Going through the entries below, tally the lines that hold the word "غربی" and state the result alone.

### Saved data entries
━━━━━━━━━━━━━━━━━━━━━━━━━━━━━━

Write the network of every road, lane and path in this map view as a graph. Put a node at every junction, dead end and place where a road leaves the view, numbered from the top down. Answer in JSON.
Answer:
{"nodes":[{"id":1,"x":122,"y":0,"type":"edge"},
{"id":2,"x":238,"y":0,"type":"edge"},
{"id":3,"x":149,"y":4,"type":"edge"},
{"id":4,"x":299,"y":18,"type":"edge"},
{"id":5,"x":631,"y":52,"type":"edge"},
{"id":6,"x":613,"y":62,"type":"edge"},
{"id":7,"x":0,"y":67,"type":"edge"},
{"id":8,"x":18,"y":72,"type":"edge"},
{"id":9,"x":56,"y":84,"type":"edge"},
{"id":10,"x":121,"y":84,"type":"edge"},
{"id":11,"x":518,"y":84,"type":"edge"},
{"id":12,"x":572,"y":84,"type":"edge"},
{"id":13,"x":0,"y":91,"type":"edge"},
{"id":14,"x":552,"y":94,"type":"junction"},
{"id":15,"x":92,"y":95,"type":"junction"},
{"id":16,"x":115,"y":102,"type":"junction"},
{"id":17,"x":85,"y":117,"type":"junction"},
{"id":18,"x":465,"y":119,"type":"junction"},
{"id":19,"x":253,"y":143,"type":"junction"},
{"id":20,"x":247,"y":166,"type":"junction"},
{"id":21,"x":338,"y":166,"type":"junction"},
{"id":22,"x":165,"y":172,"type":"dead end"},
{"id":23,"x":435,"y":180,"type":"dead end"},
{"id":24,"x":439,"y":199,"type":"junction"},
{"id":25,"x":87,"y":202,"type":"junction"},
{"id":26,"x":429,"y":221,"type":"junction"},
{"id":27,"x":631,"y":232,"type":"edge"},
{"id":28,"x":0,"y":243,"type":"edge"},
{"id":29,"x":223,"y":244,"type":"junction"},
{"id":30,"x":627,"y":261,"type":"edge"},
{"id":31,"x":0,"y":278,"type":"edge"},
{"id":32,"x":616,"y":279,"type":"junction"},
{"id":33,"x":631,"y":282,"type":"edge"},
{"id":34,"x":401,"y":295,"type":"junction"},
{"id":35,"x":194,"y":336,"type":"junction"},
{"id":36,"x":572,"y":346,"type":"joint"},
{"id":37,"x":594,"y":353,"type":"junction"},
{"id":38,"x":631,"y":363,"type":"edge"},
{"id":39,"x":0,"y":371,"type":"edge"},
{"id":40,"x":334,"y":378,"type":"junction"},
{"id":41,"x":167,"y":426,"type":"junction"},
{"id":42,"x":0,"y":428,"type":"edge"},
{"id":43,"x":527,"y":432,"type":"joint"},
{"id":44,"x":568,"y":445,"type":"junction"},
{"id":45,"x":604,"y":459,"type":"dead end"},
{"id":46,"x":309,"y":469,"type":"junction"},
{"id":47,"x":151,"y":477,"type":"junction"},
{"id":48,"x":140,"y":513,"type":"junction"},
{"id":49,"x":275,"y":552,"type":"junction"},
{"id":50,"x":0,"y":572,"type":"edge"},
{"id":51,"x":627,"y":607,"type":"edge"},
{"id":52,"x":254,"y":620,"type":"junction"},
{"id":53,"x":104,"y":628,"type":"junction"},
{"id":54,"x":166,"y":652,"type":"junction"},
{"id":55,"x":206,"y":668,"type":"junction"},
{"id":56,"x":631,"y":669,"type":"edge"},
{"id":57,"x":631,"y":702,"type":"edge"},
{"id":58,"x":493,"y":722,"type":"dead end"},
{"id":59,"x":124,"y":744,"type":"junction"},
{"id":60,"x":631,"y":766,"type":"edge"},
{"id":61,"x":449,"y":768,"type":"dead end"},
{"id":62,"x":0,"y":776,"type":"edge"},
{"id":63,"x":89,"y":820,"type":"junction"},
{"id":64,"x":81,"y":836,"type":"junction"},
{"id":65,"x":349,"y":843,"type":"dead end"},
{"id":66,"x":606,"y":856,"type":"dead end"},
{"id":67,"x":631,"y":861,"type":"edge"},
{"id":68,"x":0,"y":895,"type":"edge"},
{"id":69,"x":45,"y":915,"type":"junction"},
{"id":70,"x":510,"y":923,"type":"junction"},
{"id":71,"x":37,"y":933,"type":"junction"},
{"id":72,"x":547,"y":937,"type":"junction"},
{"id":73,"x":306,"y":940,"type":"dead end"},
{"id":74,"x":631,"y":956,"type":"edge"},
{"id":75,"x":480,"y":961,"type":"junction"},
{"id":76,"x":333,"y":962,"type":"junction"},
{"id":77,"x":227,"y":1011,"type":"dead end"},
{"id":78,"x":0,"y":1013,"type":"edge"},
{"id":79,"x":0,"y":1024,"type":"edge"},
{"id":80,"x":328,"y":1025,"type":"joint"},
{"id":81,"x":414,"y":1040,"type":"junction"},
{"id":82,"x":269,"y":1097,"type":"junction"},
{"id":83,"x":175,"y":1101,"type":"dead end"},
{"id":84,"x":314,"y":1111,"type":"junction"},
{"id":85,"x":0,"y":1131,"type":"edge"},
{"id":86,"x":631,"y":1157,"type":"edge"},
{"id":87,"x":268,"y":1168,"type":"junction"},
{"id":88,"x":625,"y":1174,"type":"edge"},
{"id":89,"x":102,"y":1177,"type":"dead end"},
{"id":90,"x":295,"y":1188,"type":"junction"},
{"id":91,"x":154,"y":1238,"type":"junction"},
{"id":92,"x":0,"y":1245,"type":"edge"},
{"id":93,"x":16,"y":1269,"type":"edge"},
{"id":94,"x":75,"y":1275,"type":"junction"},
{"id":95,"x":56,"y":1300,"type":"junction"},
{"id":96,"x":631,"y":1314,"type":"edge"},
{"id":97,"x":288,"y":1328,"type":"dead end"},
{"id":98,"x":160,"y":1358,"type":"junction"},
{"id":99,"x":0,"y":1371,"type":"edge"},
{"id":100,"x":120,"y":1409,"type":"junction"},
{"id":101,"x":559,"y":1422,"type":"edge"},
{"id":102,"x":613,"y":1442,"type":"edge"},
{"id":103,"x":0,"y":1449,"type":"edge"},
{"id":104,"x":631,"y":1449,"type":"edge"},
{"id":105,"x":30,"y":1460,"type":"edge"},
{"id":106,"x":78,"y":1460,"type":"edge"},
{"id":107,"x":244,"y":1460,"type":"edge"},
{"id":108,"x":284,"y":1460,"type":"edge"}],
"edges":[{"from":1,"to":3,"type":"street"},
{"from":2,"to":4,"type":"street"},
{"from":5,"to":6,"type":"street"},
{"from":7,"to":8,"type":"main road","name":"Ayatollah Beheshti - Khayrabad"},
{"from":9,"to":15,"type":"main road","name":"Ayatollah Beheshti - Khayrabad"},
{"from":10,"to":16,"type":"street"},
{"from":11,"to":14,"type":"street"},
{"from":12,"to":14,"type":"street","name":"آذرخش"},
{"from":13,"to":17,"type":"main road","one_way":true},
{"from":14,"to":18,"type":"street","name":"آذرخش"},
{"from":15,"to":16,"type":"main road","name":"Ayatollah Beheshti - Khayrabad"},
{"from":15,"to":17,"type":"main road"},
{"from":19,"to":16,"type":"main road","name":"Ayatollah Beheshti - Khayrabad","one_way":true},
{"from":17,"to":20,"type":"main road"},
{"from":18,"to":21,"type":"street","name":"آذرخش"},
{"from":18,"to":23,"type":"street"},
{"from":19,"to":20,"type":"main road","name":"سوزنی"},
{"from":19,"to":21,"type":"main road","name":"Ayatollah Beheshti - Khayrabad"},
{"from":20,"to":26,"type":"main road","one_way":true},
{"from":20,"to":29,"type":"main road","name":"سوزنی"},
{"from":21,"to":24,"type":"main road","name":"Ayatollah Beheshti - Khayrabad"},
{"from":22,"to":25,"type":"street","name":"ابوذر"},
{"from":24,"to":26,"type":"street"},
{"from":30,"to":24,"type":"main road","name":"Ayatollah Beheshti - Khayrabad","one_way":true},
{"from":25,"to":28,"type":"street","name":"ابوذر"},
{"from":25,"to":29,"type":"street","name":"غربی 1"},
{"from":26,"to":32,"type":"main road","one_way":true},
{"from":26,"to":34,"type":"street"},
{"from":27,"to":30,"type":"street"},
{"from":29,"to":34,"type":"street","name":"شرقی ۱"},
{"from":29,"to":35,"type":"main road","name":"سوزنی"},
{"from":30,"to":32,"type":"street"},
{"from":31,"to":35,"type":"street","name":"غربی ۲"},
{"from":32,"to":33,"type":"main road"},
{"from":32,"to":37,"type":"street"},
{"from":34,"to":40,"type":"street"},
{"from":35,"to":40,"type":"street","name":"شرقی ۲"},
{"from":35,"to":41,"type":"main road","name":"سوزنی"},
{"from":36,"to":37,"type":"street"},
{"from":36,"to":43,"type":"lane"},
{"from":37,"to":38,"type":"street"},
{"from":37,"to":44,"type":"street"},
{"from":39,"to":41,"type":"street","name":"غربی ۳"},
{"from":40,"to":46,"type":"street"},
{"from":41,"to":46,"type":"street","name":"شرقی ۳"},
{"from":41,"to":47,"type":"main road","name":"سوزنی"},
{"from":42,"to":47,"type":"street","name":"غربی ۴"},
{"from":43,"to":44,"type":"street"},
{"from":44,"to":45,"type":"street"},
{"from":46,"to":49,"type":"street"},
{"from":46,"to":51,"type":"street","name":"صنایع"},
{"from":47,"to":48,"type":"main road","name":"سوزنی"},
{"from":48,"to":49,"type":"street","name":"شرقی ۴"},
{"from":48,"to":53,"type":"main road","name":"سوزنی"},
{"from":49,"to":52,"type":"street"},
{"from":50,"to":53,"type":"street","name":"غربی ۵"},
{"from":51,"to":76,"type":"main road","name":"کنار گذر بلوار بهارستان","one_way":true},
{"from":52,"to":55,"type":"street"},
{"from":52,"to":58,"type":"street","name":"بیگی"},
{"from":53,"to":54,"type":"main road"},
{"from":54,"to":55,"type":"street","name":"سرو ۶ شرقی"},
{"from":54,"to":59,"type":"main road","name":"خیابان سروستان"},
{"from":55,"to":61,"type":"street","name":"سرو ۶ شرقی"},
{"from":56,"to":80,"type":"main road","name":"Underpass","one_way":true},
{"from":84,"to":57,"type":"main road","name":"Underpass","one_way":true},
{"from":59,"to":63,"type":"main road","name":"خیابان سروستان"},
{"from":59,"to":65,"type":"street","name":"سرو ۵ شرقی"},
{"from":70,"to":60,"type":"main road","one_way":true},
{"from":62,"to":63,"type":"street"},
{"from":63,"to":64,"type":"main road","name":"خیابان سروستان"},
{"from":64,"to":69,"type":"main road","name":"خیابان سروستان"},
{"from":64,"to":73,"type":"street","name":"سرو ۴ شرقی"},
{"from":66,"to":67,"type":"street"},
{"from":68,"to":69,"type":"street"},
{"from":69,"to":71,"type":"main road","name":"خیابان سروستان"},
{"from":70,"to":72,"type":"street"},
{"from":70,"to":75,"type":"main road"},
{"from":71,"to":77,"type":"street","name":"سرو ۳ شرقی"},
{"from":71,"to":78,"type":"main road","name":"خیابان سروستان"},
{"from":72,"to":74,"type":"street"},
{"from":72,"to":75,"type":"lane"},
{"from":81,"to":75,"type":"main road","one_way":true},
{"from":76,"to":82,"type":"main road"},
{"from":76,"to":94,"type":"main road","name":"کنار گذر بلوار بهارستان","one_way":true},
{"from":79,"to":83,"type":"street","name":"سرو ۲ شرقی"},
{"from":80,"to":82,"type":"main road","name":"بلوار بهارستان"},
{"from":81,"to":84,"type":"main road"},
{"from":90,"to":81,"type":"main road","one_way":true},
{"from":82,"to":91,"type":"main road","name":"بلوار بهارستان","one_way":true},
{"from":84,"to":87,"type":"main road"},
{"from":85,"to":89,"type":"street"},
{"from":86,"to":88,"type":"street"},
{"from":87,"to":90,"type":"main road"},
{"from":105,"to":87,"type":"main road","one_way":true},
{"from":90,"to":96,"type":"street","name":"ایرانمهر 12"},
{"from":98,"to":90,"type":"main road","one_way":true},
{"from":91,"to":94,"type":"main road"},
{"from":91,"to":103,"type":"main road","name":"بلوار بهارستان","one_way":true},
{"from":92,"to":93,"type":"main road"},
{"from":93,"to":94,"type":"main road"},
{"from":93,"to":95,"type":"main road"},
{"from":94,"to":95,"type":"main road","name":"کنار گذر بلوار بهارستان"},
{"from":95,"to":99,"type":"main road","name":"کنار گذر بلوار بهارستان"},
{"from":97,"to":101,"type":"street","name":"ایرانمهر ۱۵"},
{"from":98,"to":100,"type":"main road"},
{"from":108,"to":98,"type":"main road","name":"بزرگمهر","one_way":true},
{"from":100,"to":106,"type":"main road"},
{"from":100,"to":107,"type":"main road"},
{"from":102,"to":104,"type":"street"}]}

━━━━━━━━━━━━━━━━━━━━━━━━━━━━━━

### Exercise result
5